Il contrasto all’estremismo rosso è sempre stata una priorità dell’amministrazione Trump. A settembre, poco dopo l’assassinio di Charlie Kirk per mano di un radicale di sinistra, il presidente americano ha designato gli Antifa come organizzazione terroristica interna. Due mesi dopo, il Dipartimento di Stato americano ha, a sua volta, designato quattro gruppi estremisti europei come organizzazioni terroristiche internazionali. Era invece lo scorso maggio, quando il direttore del controterrorismo della Casa Bianca, Sebastian Gorka, ha pubblicato la nuova strategia statunitense per il controterrorismo. In quel documento, gli “estremisti di sinistra violenti, inclusi anarchici e antifascisti” venivano considerati una delle tre principali minacce terroristiche che gli Stati Uniti si stanno attualmente trovando ad affrontare, insieme ai narcotrafficanti e agli islamisti. “Stiamo collaborando con alleati e partner che condividono la nostra valutazione della minaccia rappresentata da cartelli, jihadisti ed estremisti di sinistra violenti. Stiamo coordinando operazioni antiterrorismo, condividendo informazioni utili e fornendo competenze specialistiche”, specificava la strategia, riferendosi al Vecchio Continente. Infine, il mese scorso, il Dipartimento di Giustizia degli Stati Uniti ha ottenuto la condanna di otto militanti Antifa che, a luglio 2025, avevano sparato e lanciato fuochi d’artificio contro una struttura dell’Ice in Texas.

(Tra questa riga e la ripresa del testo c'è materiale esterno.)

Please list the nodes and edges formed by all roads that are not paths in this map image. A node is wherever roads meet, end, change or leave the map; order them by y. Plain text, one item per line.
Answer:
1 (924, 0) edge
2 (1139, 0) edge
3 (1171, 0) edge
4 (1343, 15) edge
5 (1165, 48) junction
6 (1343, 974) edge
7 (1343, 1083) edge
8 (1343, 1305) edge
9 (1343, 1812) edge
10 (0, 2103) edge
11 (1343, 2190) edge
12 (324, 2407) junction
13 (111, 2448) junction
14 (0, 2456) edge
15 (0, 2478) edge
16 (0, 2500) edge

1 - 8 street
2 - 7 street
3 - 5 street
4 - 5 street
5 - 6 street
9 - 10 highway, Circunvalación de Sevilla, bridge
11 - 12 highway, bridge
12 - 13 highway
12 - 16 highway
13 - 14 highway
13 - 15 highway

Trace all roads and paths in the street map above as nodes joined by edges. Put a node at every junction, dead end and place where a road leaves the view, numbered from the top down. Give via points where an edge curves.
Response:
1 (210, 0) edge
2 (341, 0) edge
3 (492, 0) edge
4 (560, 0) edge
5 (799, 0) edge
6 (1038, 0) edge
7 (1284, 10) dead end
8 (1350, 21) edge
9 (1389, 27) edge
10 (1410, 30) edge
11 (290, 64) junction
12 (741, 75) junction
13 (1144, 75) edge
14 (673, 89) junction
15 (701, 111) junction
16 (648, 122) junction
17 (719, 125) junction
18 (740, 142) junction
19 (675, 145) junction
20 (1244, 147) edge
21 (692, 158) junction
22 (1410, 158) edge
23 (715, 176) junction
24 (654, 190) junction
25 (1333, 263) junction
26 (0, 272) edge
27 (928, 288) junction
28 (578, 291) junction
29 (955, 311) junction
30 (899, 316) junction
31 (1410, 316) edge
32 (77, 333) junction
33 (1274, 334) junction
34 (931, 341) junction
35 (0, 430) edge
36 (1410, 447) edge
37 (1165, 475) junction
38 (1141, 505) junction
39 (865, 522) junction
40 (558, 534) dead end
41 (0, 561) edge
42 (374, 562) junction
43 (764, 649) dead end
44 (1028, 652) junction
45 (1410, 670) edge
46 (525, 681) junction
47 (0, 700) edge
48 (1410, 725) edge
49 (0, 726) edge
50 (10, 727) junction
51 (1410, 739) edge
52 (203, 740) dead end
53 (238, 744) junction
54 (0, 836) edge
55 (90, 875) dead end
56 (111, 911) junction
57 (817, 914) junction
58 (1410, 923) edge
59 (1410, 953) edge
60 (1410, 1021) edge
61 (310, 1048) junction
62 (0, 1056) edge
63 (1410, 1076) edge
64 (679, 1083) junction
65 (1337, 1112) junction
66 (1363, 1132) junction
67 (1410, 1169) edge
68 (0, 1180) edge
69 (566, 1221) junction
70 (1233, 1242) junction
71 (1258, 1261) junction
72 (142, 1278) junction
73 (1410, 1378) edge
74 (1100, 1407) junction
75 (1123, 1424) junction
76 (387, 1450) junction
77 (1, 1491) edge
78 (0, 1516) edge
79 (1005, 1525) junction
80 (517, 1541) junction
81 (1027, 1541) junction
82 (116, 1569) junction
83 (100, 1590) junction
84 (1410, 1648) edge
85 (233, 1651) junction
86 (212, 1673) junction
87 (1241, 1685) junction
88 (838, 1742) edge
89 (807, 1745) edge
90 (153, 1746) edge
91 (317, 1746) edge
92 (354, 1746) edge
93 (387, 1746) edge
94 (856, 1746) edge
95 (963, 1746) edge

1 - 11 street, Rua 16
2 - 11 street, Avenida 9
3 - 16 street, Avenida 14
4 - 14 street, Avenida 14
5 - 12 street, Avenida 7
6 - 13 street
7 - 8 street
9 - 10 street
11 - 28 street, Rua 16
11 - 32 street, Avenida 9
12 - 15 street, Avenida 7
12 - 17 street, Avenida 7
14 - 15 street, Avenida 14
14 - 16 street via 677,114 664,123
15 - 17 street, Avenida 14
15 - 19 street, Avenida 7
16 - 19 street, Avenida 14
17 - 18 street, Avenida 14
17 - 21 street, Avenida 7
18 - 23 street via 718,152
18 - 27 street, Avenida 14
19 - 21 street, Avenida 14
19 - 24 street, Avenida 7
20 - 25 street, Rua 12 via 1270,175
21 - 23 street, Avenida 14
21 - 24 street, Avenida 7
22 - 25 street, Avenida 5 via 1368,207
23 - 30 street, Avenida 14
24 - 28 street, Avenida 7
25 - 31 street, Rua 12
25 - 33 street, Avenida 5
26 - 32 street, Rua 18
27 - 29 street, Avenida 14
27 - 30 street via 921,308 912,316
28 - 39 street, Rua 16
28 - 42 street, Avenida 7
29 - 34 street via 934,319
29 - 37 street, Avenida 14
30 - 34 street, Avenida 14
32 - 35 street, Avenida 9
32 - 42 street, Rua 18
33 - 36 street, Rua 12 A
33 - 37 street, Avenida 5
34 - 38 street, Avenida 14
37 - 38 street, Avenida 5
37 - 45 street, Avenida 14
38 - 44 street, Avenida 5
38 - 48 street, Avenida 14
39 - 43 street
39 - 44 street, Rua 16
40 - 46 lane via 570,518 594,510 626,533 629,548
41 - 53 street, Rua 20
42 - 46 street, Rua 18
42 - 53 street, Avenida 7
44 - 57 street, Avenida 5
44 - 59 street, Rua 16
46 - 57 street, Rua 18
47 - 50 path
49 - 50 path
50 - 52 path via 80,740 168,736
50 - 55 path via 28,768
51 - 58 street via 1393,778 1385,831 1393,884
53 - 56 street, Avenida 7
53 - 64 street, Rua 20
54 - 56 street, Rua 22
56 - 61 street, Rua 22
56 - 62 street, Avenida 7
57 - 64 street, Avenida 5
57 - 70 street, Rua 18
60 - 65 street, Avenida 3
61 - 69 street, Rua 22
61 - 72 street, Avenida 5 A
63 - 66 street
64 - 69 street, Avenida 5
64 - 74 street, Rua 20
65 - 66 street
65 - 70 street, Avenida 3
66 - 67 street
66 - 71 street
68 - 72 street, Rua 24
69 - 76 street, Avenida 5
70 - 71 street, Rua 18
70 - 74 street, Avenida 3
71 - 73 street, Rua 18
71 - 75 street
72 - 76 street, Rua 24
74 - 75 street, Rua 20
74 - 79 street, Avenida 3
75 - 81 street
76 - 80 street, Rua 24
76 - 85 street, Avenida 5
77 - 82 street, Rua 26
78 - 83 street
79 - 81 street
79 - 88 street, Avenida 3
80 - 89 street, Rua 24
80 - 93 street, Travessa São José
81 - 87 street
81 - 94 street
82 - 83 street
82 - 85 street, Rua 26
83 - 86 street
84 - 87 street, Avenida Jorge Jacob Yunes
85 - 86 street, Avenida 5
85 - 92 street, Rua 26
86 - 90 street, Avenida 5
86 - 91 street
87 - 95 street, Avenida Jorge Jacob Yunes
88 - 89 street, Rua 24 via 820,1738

Tutto questo mostra come, per l’amministrazione Trump, la minaccia dell’estremismo di sinistra sia una priorità non solo interna ma anche internazionale. È quindi in tal senso che va principalmente letto il vertice convocato da Rubio a Washington questa settimana. Tuttavia emerge anche una considerazione strategica più ampia. Certo, Washington è attualmente ai ferri corti con l’Europa sulle questioni inerenti alla Nato. Tuttavia, ciò non significa che gli Usa non vogliano cooperare con il Vecchio Continente su dossier specifici, come il contrasto all’estremismo rosso e quello all’immigrazione clandestina. Non è del resto un mistero che Rubio sia l’esponente dell’attuale amministrazione americana più incline a mantenere salde le relazioni transatlantiche. Chissà quindi che proprio dalla lotta al terrorismo rosso e da quella all’immigrazione incontrollata non possa passare il rilancio dei rapporti – attualmente non idilliaci – tra Palazzo Chigi e la Casa Bianca.